**TASK**
Could you retype all of the entries exactly, without their pictures?

**MATERIALS PROVIDED**
──────────
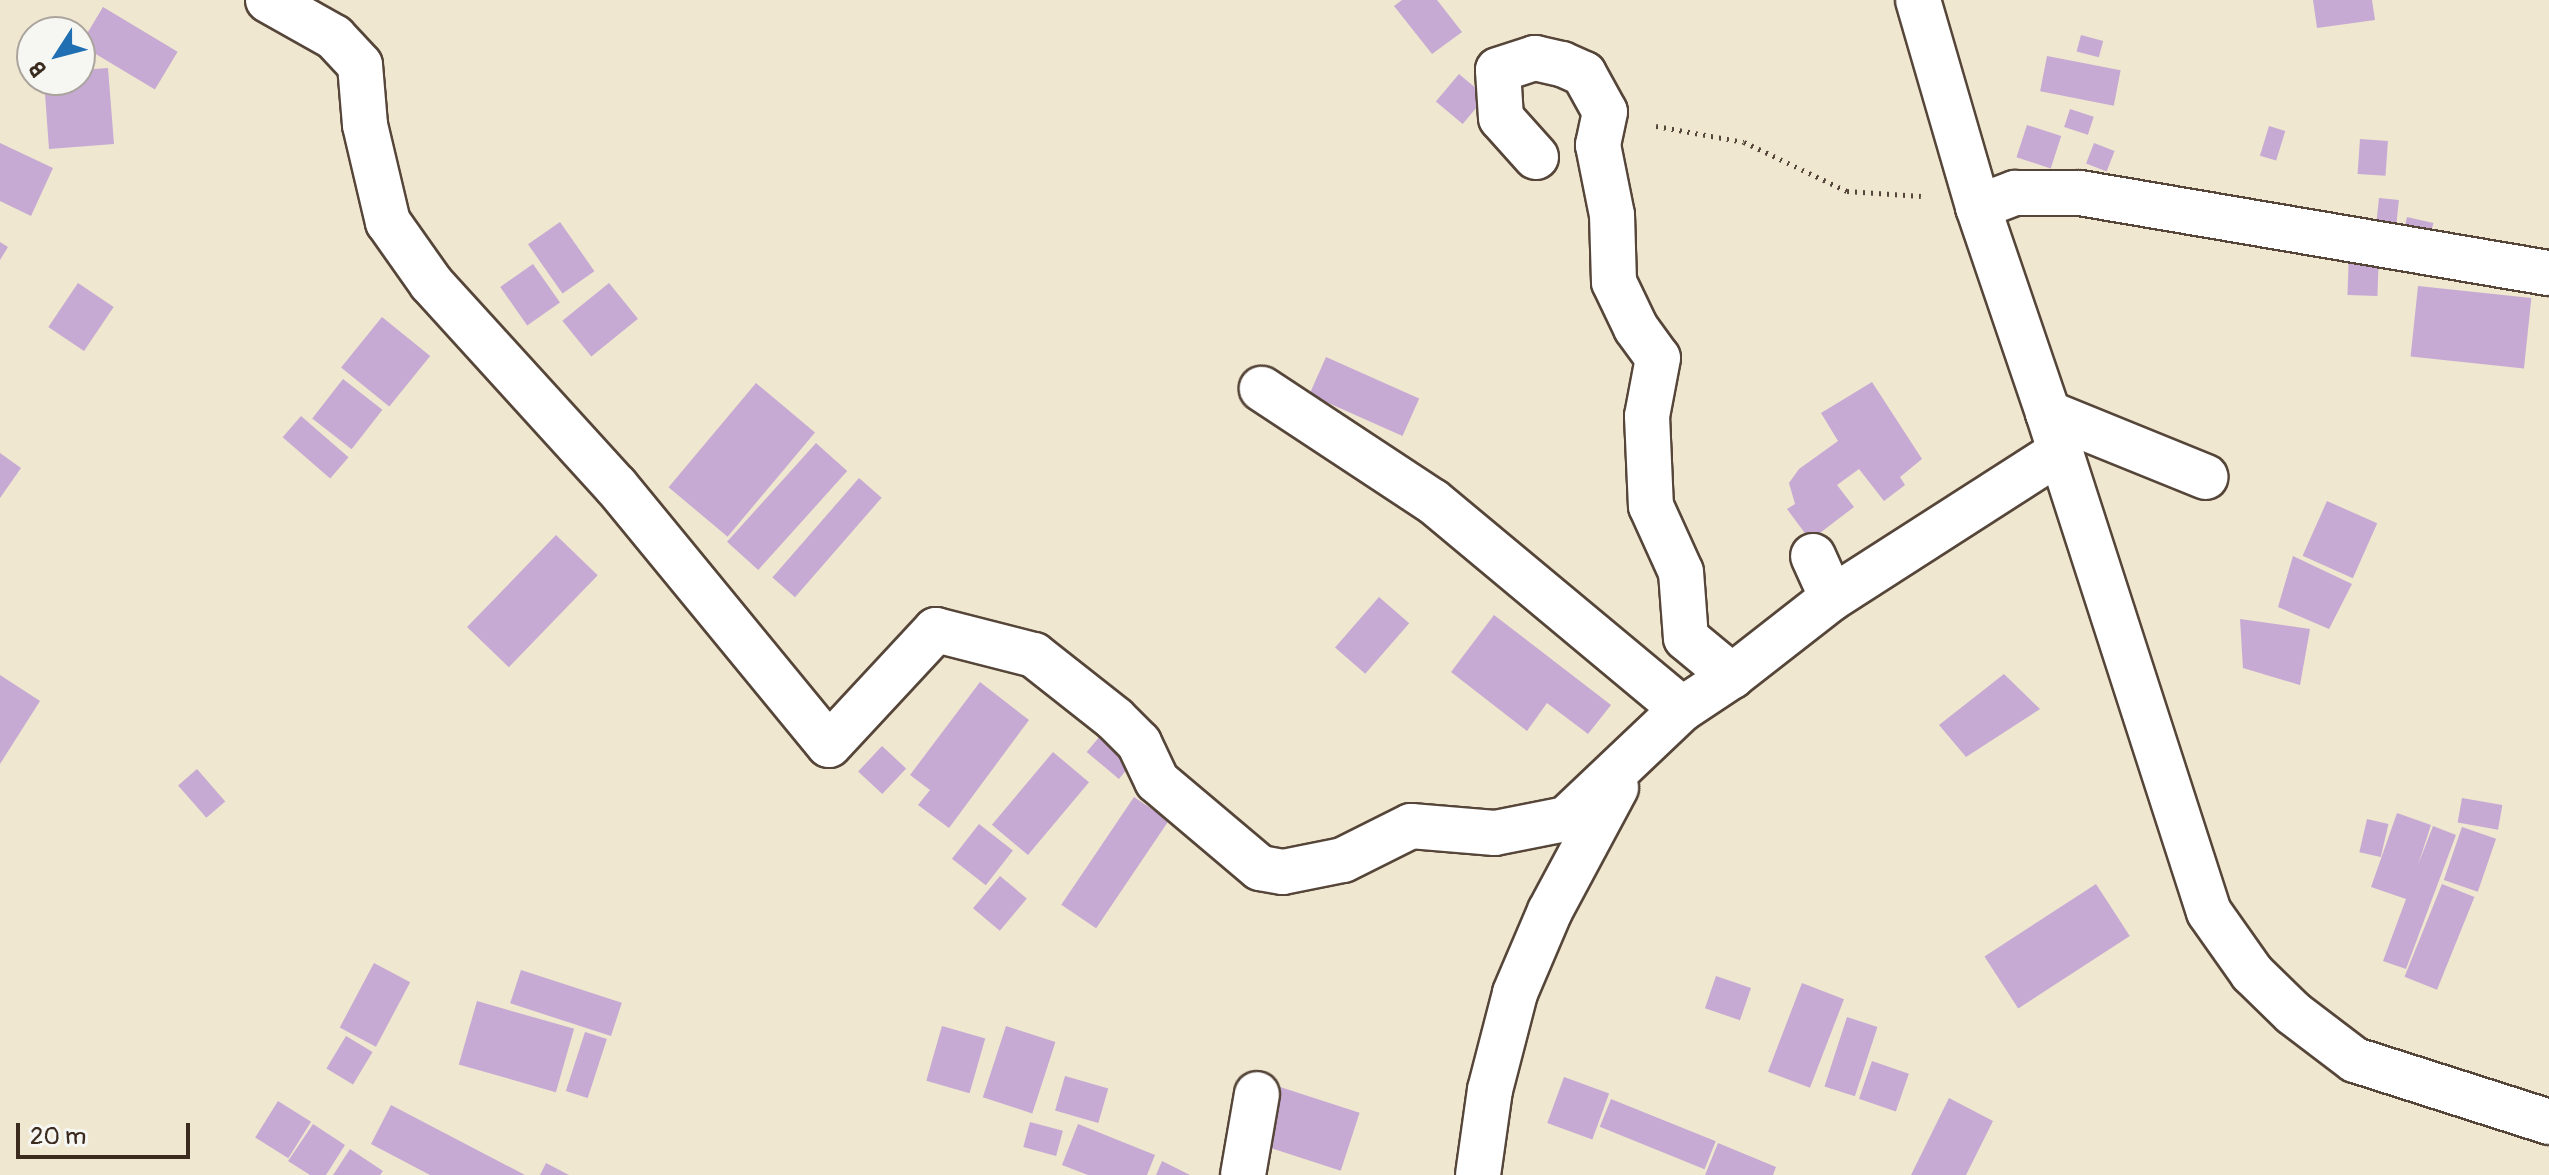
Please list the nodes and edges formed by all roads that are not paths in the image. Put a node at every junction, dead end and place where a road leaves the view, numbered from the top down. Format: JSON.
{"nodes":[{"id":1,"x":268,"y":0,"type":"edge"},
{"id":2,"x":1918,"y":0,"type":"edge"},
{"id":3,"x":1536,"y":157,"type":"dead end"},
{"id":4,"x":1978,"y":207,"type":"junction"},
{"id":5,"x":2549,"y":273,"type":"edge"},
{"id":6,"x":1262,"y":389,"type":"dead end"},
{"id":7,"x":2055,"y":432,"type":"junction"},
{"id":8,"x":2206,"y":477,"type":"dead end"},
{"id":9,"x":1813,"y":556,"type":"dead end"},
{"id":10,"x":1832,"y":598,"type":"junction"},
{"id":11,"x":1732,"y":676,"type":"junction"},
{"id":12,"x":1682,"y":709,"type":"junction"},
{"id":13,"x":1634,"y":754,"type":"junction"},
{"id":14,"x":1257,"y":1094,"type":"dead end"},
{"id":15,"x":2549,"y":1122,"type":"edge"},
{"id":16,"x":1243,"y":1175,"type":"edge"},
{"id":17,"x":1478,"y":1175,"type":"edge"}],
"edges":[{"from":1,"to":13,"type":"street"},
{"from":2,"to":4,"type":"street"},
{"from":3,"to":11,"type":"street"},
{"from":4,"to":5,"type":"street"},
{"from":4,"to":7,"type":"street"},
{"from":6,"to":12,"type":"street"},
{"from":7,"to":8,"type":"street"},
{"from":7,"to":10,"type":"street"},
{"from":7,"to":15,"type":"street"},
{"from":9,"to":10,"type":"street"},
{"from":10,"to":11,"type":"street"},
{"from":11,"to":12,"type":"street"},
{"from":12,"to":13,"type":"street"},
{"from":13,"to":17,"type":"street"},
{"from":14,"to":16,"type":"street"}]}
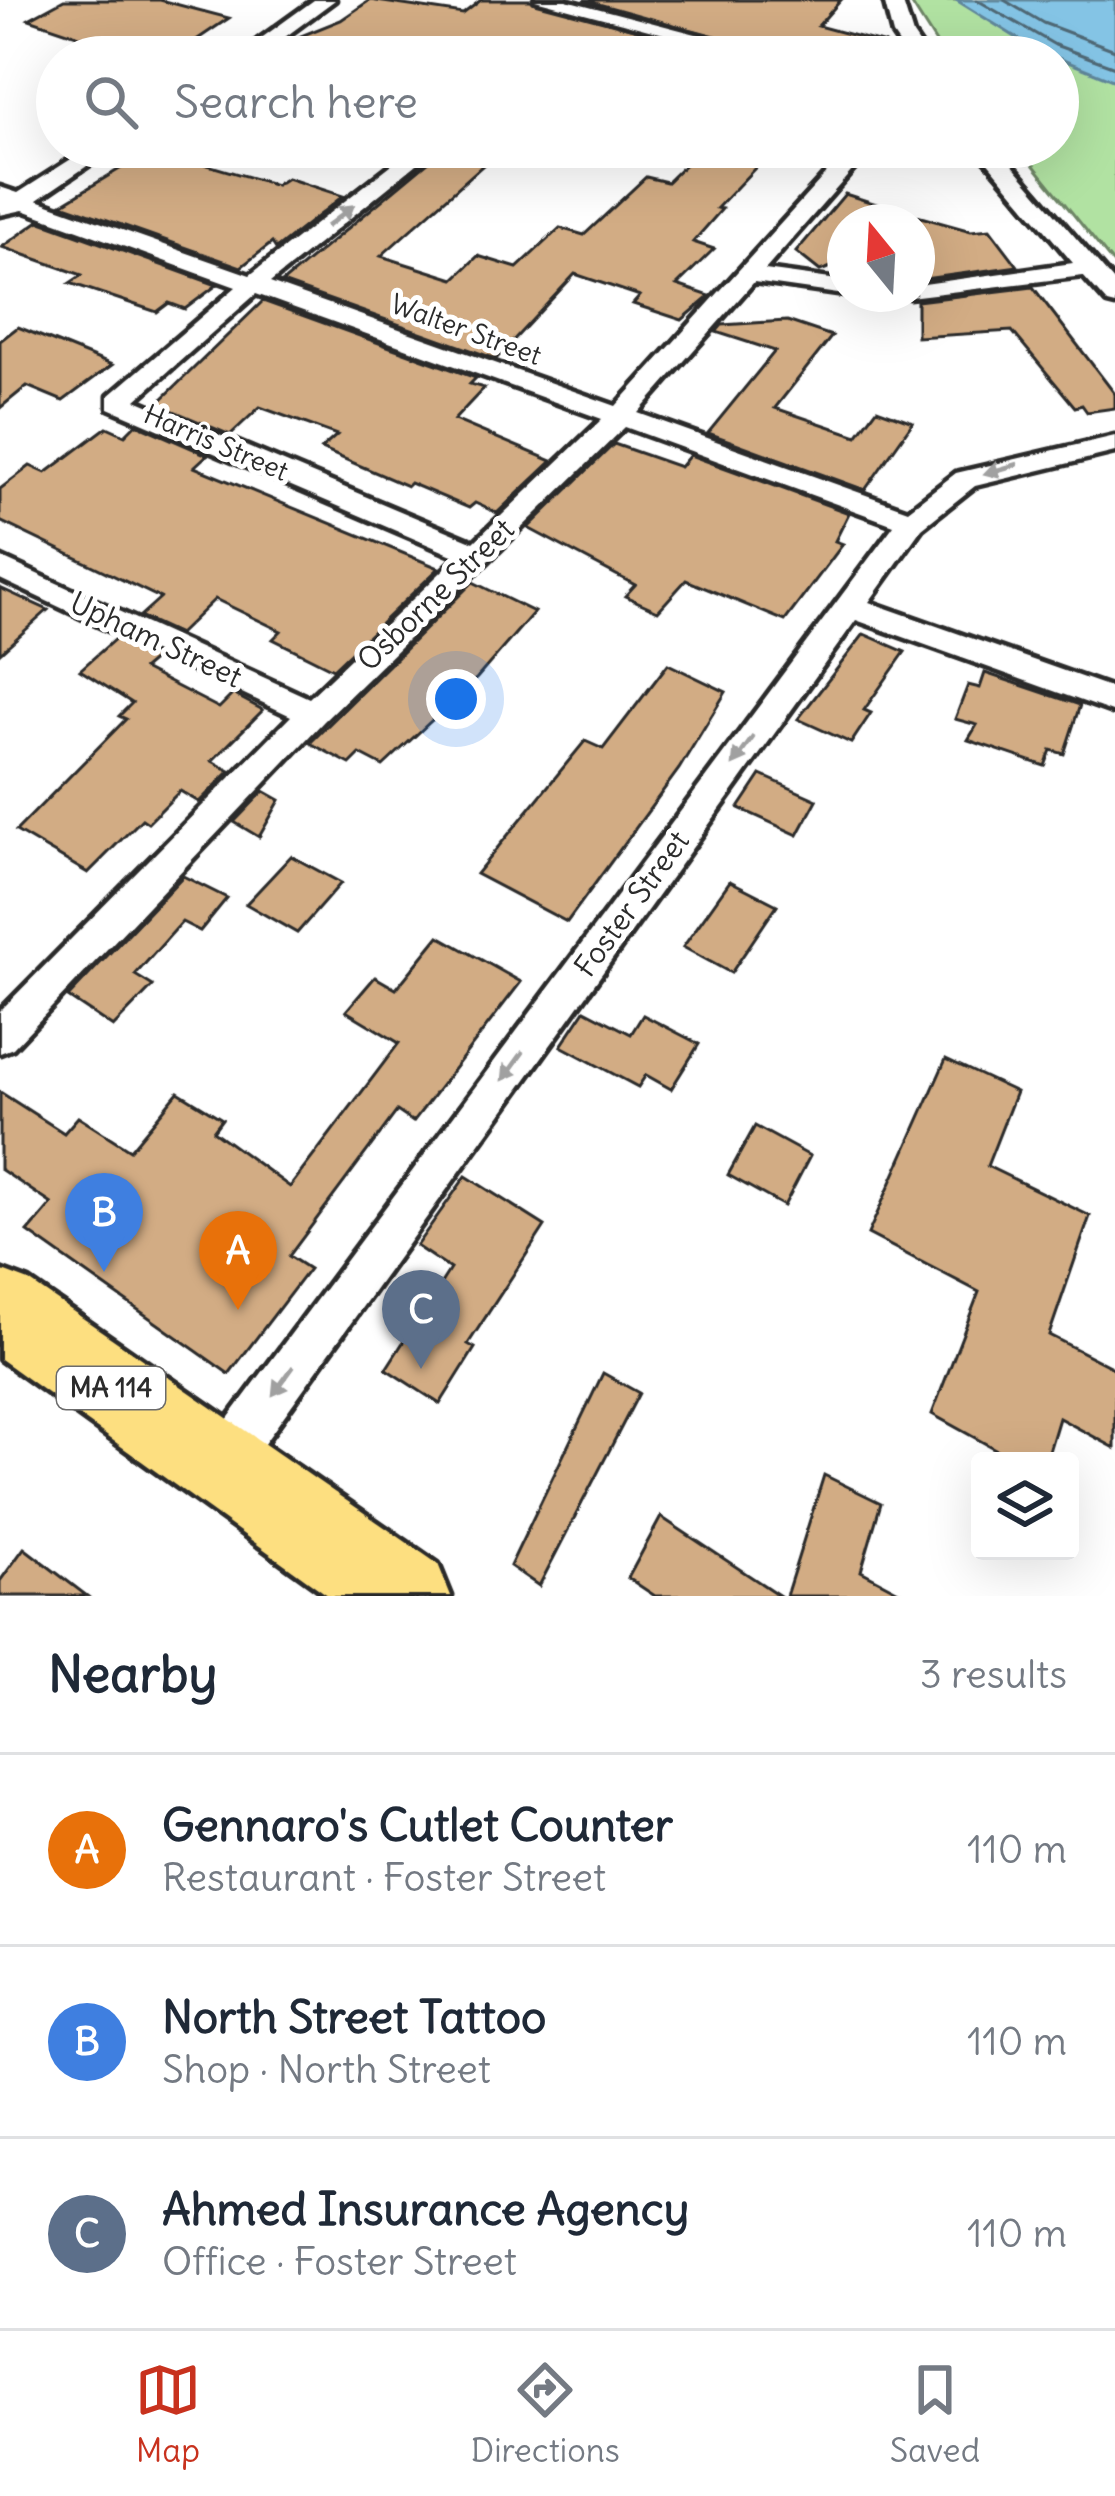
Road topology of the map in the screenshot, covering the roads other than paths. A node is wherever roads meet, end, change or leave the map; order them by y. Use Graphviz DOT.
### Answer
graph roads {
  1 [pos="326,0"];
  2 [pos="544,0"];
  3 [pos="893,0"];
  4 [pos="275,36"];
  5 [pos="689,36"];
  6 [pos="904,36"];
  7 [pos="67,168"];
  8 [pos="401,168"];
  9 [pos="843,168"];
  10 [pos="1004,168"];
  11 [pos="6,203"];
  12 [pos="1088,268"];
  13 [pos="747,274"];
  14 [pos="253,285"];
  15 [pos="827,286"];
  16 [pos="935,289"];
  17 [pos="1115,298"];
  18 [pos="620,417"];
  19 [pos="1115,445"];
  20 [pos="912,521"];
  21 [pos="479,555"];
  22 [pos="0,567"];
  23 [pos="849,606"];
  24 [pos="1115,701"];
  25 [pos="313,713"];
  26 [pos="0,1036"];
  27 [pos="0,1310"];
  28 [pos="221,1466"];
  29 [pos="406,1596"];
  1 -- 4 [label="street"];
  2 -- 5 [label="street"];
  3 -- 6 [label="street"];
  7 -- 11 [label="street"];
  14 -- 8 [label="street, one-way"];
  9 -- 13 [label="street, Osborne Street"];
  10 -- 12 [label="street"];
  11 -- 14 [label="street, Walter Street"];
  12 -- 16 [label="street"];
  12 -- 17 [label="street"];
  13 -- 15 [label="street"];
  13 -- 18 [label="street, Osborne Street"];
  14 -- 18 [label="street, Walter Street"];
  14 -- 21 [label="street, Harris Street"];
  18 -- 20 [label="street, Walter Street"];
  18 -- 21 [label="street, Osborne Street"];
  19 -- 20 [label="street, Foster Street, one-way"];
  20 -- 23 [label="street, Foster Street"];
  21 -- 25 [label="street, Osborne Street"];
  22 -- 25 [label="street, Upham Street"];
  23 -- 24 [label="street"];
  23 -- 28 [label="street, Foster Street, one-way"];
  25 -- 26 [label="street, Osborne Street"];
  27 -- 28 [label="highway, MA 114"];
  28 -- 29 [label="highway, MA 114"];
}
──────────
**RESULT FOR THIS TASK**
Please list the nodes and edges formed by all roads that are not paths in the image. Put a node at every junction, dead end and place where a road leaves the view, numbered from the top down. Format: JSON.
{"nodes":[{"id":1,"x":268,"y":0,"type":"edge"},
{"id":2,"x":1918,"y":0,"type":"edge"},
{"id":3,"x":1536,"y":157,"type":"dead end"},
{"id":4,"x":1978,"y":207,"type":"junction"},
{"id":5,"x":2549,"y":273,"type":"edge"},
{"id":6,"x":1262,"y":389,"type":"dead end"},
{"id":7,"x":2055,"y":432,"type":"junction"},
{"id":8,"x":2206,"y":477,"type":"dead end"},
{"id":9,"x":1813,"y":556,"type":"dead end"},
{"id":10,"x":1832,"y":598,"type":"junction"},
{"id":11,"x":1732,"y":676,"type":"junction"},
{"id":12,"x":1682,"y":709,"type":"junction"},
{"id":13,"x":1634,"y":754,"type":"junction"},
{"id":14,"x":1257,"y":1094,"type":"dead end"},
{"id":15,"x":2549,"y":1122,"type":"edge"},
{"id":16,"x":1243,"y":1175,"type":"edge"},
{"id":17,"x":1478,"y":1175,"type":"edge"}],
"edges":[{"from":1,"to":13,"type":"street"},
{"from":2,"to":4,"type":"street"},
{"from":3,"to":11,"type":"street"},
{"from":4,"to":5,"type":"street"},
{"from":4,"to":7,"type":"street"},
{"from":6,"to":12,"type":"street"},
{"from":7,"to":8,"type":"street"},
{"from":7,"to":10,"type":"street"},
{"from":7,"to":15,"type":"street"},
{"from":9,"to":10,"type":"street"},
{"from":10,"to":11,"type":"street"},
{"from":11,"to":12,"type":"street"},
{"from":12,"to":13,"type":"street"},
{"from":13,"to":17,"type":"street"},
{"from":14,"to":16,"type":"street"}]}
Road topology of the map in the screenshot, covering the roads other than paths. A node is wherever roads meet, end, change or leave the map; order them by y. Use Graphviz DOT.
### Answer
graph roads {
  1 [pos="326,0"];
  2 [pos="544,0"];
  3 [pos="893,0"];
  4 [pos="275,36"];
  5 [pos="689,36"];
  6 [pos="904,36"];
  7 [pos="67,168"];
  8 [pos="401,168"];
  9 [pos="843,168"];
  10 [pos="1004,168"];
  11 [pos="6,203"];
  12 [pos="1088,268"];
  13 [pos="747,274"];
  14 [pos="253,285"];
  15 [pos="827,286"];
  16 [pos="935,289"];
  17 [pos="1115,298"];
  18 [pos="620,417"];
  19 [pos="1115,445"];
  20 [pos="912,521"];
  21 [pos="479,555"];
  22 [pos="0,567"];
  23 [pos="849,606"];
  24 [pos="1115,701"];
  25 [pos="313,713"];
  26 [pos="0,1036"];
  27 [pos="0,1310"];
  28 [pos="221,1466"];
  29 [pos="406,1596"];
  1 -- 4 [label="street"];
  2 -- 5 [label="street"];
  3 -- 6 [label="street"];
  7 -- 11 [label="street"];
  14 -- 8 [label="street, one-way"];
  9 -- 13 [label="street, Osborne Street"];
  10 -- 12 [label="street"];
  11 -- 14 [label="street, Walter Street"];
  12 -- 16 [label="street"];
  12 -- 17 [label="street"];
  13 -- 15 [label="street"];
  13 -- 18 [label="street, Osborne Street"];
  14 -- 18 [label="street, Walter Street"];
  14 -- 21 [label="street, Harris Street"];
  18 -- 20 [label="street, Walter Street"];
  18 -- 21 [label="street, Osborne Street"];
  19 -- 20 [label="street, Foster Street, one-way"];
  20 -- 23 [label="street, Foster Street"];
  21 -- 25 [label="street, Osborne Street"];
  22 -- 25 [label="street, Upham Street"];
  23 -- 24 [label="street"];
  23 -- 28 [label="street, Foster Street, one-way"];
  25 -- 26 [label="street, Osborne Street"];
  27 -- 28 [label="highway, MA 114"];
  28 -- 29 [label="highway, MA 114"];
}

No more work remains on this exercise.